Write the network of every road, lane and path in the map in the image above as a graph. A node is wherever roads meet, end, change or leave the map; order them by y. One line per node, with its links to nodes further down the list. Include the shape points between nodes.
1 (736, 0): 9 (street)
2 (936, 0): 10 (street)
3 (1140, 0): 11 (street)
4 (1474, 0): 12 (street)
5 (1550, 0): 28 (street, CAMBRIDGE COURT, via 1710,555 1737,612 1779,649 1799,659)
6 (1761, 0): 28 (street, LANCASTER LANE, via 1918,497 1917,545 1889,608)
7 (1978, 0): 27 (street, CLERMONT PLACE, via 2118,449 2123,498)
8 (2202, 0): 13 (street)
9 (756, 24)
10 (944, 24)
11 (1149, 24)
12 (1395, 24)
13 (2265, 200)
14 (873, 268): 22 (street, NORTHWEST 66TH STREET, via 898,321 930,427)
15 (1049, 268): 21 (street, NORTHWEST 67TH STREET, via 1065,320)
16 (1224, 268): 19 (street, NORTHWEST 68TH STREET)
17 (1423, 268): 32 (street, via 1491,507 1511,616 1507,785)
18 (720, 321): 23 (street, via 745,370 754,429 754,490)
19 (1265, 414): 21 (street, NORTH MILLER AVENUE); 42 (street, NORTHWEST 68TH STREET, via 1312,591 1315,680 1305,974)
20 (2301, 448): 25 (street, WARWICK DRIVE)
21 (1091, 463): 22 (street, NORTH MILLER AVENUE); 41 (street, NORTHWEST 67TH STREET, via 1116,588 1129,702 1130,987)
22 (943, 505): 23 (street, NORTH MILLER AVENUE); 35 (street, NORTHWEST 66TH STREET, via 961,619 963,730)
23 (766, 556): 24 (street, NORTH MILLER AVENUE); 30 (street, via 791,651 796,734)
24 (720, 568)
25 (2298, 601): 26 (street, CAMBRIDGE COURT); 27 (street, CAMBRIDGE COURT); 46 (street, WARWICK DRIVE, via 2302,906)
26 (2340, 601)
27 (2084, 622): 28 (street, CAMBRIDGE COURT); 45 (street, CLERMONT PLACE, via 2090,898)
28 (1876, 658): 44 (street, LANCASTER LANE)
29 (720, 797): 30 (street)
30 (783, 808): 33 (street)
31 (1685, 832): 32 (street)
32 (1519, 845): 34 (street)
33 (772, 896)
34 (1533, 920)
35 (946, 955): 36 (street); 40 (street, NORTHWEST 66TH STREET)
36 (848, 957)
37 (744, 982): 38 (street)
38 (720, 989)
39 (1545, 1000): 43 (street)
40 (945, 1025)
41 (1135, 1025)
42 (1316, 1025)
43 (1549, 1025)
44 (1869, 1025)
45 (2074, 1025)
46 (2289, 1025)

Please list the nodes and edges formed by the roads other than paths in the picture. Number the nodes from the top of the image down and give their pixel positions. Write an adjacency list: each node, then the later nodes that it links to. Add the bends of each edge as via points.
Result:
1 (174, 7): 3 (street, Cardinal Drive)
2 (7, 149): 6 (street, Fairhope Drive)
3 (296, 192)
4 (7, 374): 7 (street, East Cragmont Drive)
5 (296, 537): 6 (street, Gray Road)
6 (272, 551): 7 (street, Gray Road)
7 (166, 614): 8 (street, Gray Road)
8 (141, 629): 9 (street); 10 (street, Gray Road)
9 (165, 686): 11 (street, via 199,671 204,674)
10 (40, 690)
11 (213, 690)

______

Nothing in the data should be left out when you retype it exactly.

Write the network of every road, lane and path in the map in the image above as a graph. A node is wherever roads meet, end, change or leave the map; order them by y. One line per node, with its links to nodes further down the list. Include the shape points between nodes.
1 (736, 0): 9 (street)
2 (936, 0): 10 (street)
3 (1140, 0): 11 (street)
4 (1474, 0): 12 (street)
5 (1550, 0): 28 (street, CAMBRIDGE COURT, via 1710,555 1737,612 1779,649 1799,659)
6 (1761, 0): 28 (street, LANCASTER LANE, via 1918,497 1917,545 1889,608)
7 (1978, 0): 27 (street, CLERMONT PLACE, via 2118,449 2123,498)
8 (2202, 0): 13 (street)
9 (756, 24)
10 (944, 24)
11 (1149, 24)
12 (1395, 24)
13 (2265, 200)
14 (873, 268): 22 (street, NORTHWEST 66TH STREET, via 898,321 930,427)
15 (1049, 268): 21 (street, NORTHWEST 67TH STREET, via 1065,320)
16 (1224, 268): 19 (street, NORTHWEST 68TH STREET)
17 (1423, 268): 32 (street, via 1491,507 1511,616 1507,785)
18 (720, 321): 23 (street, via 745,370 754,429 754,490)
19 (1265, 414): 21 (street, NORTH MILLER AVENUE); 42 (street, NORTHWEST 68TH STREET, via 1312,591 1315,680 1305,974)
20 (2301, 448): 25 (street, WARWICK DRIVE)
21 (1091, 463): 22 (street, NORTH MILLER AVENUE); 41 (street, NORTHWEST 67TH STREET, via 1116,588 1129,702 1130,987)
22 (943, 505): 23 (street, NORTH MILLER AVENUE); 35 (street, NORTHWEST 66TH STREET, via 961,619 963,730)
23 (766, 556): 24 (street, NORTH MILLER AVENUE); 30 (street, via 791,651 796,734)
24 (720, 568)
25 (2298, 601): 26 (street, CAMBRIDGE COURT); 27 (street, CAMBRIDGE COURT); 46 (street, WARWICK DRIVE, via 2302,906)
26 (2340, 601)
27 (2084, 622): 28 (street, CAMBRIDGE COURT); 45 (street, CLERMONT PLACE, via 2090,898)
28 (1876, 658): 44 (street, LANCASTER LANE)
29 (720, 797): 30 (street)
30 (783, 808): 33 (street)
31 (1685, 832): 32 (street)
32 (1519, 845): 34 (street)
33 (772, 896)
34 (1533, 920)
35 (946, 955): 36 (street); 40 (street, NORTHWEST 66TH STREET)
36 (848, 957)
37 (744, 982): 38 (street)
38 (720, 989)
39 (1545, 1000): 43 (street)
40 (945, 1025)
41 (1135, 1025)
42 (1316, 1025)
43 (1549, 1025)
44 (1869, 1025)
45 (2074, 1025)
46 (2289, 1025)

Please list the nodes and edges formed by the roads other than paths in the picture. Number the nodes from the top of the image down and give their pixel positions. Write an adjacency list: each node, then the later nodes that it links to. Add the bends of each edge as via points.
Result:
1 (174, 7): 3 (street, Cardinal Drive)
2 (7, 149): 6 (street, Fairhope Drive)
3 (296, 192)
4 (7, 374): 7 (street, East Cragmont Drive)
5 (296, 537): 6 (street, Gray Road)
6 (272, 551): 7 (street, Gray Road)
7 (166, 614): 8 (street, Gray Road)
8 (141, 629): 9 (street); 10 (street, Gray Road)
9 (165, 686): 11 (street, via 199,671 204,674)
10 (40, 690)
11 (213, 690)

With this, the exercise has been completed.